A TiO 2 ‐Binding Protein isolated from Rhodococcus Strain GIN‐1 (NCIMB 40340) – Purification, Properties and Potential Applications

A Rhodocuccus strain ( Rh . GIN1, NCIMB 40340), which is capable of adsorption to titanium dioxide (TiO 2 ) and TiO 2 ‐containing coal fly ash particles, has been isolated previously in our Lab. Selectivity experiments showed that the bacterium is capable of adsorption to other metal oxides as well (e.g. magnetite and Al 2 O 3 ) but at lower affinities. The bacterium binds tightly both to rutile and anatase TiO 2 . In electronmicrograms the formation of “bridge‐like” structures between the bacterium and the oxide is observed. A specific protein fraction, located on the cell wall of the bacterium was isolated from the bacterium. This protein was found to adhere strongly to TiO 2 particles at high salt concentrations, similarly to the binding to TiO 2 of the intact bacteria. TiO 2 (rutile) was found to bind the protein faster, stronger and at a higher capacity than the anatase isoform. The 55 kDa Ti‐Binding Protein (TiBP) was isolated from the bacteria after homogenization by French Press. It was purified by affinity chromatography on TiO 2 particles, hydrophobic chromatography on a Fractogel‐propyl column and gel filtration on a Superdex G‐200 column. The same protein was isolated from the bacteria by treatment with mutanolysin, an enzyme which is commonly used to retrieve cell‐wall proteins from Gram‐positive bacteria, demonstrating the outer cell location of the protein in Rh. GIN1. TiBP exhibits metal oxide binding selectivity similar to that of the intact bacterium, namely TiO 2 >ZnO>Al 2 O 3 >Fe 2 O 3 (magnetite).
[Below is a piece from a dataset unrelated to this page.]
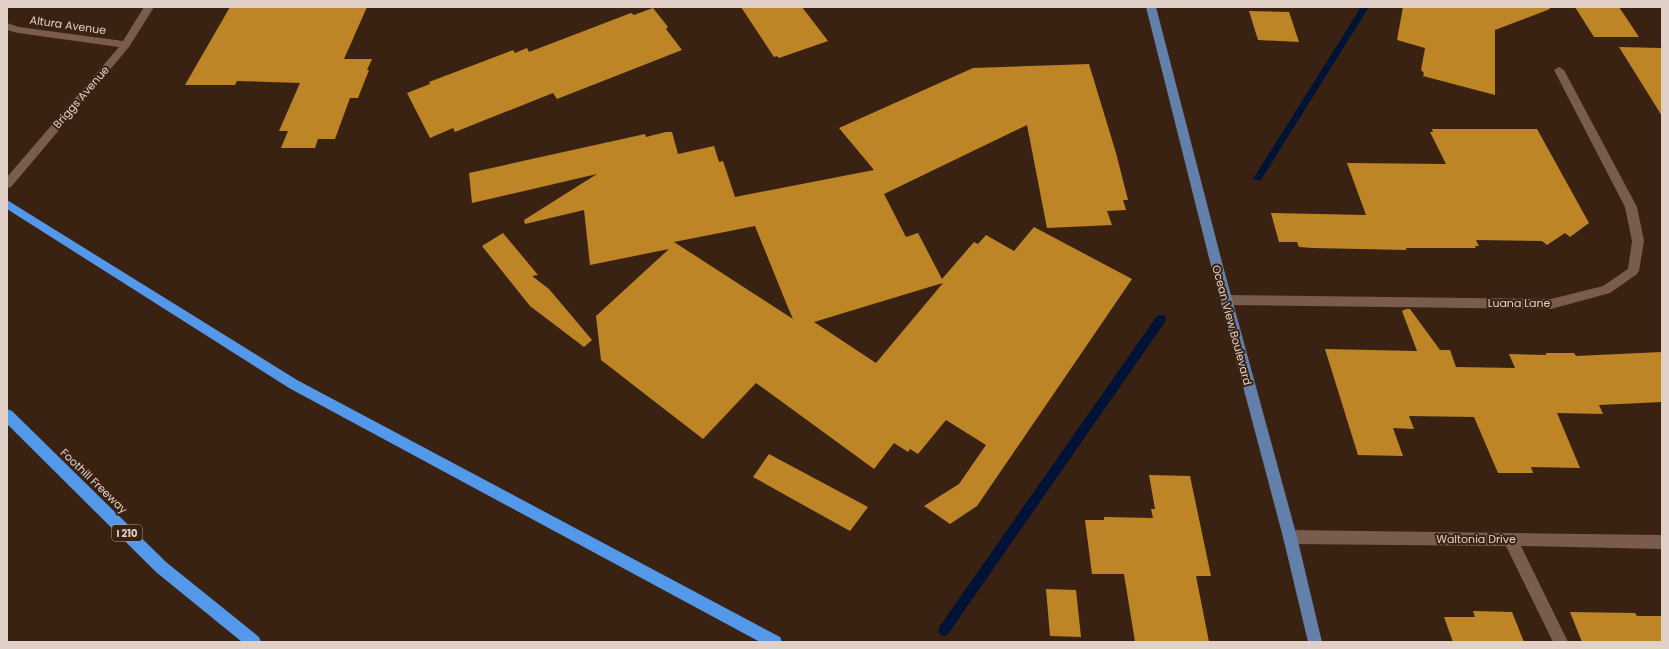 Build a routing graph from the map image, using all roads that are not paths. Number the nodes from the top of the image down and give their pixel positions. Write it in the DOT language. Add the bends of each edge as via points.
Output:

Hydrophobic forces seem to dominate the interactions of the protein with TiO 2 as its binding capability is greatly enhanced in the presence of high concentrations of NaCl and its desorption requires high concentrations of urea and SDS. These features differentiate TiBP from other proteins known to adsorb TiO 2 (such as hemoglobin, cytochrome c and bovine serum albumin), mainly by weak, charge‐based interactions.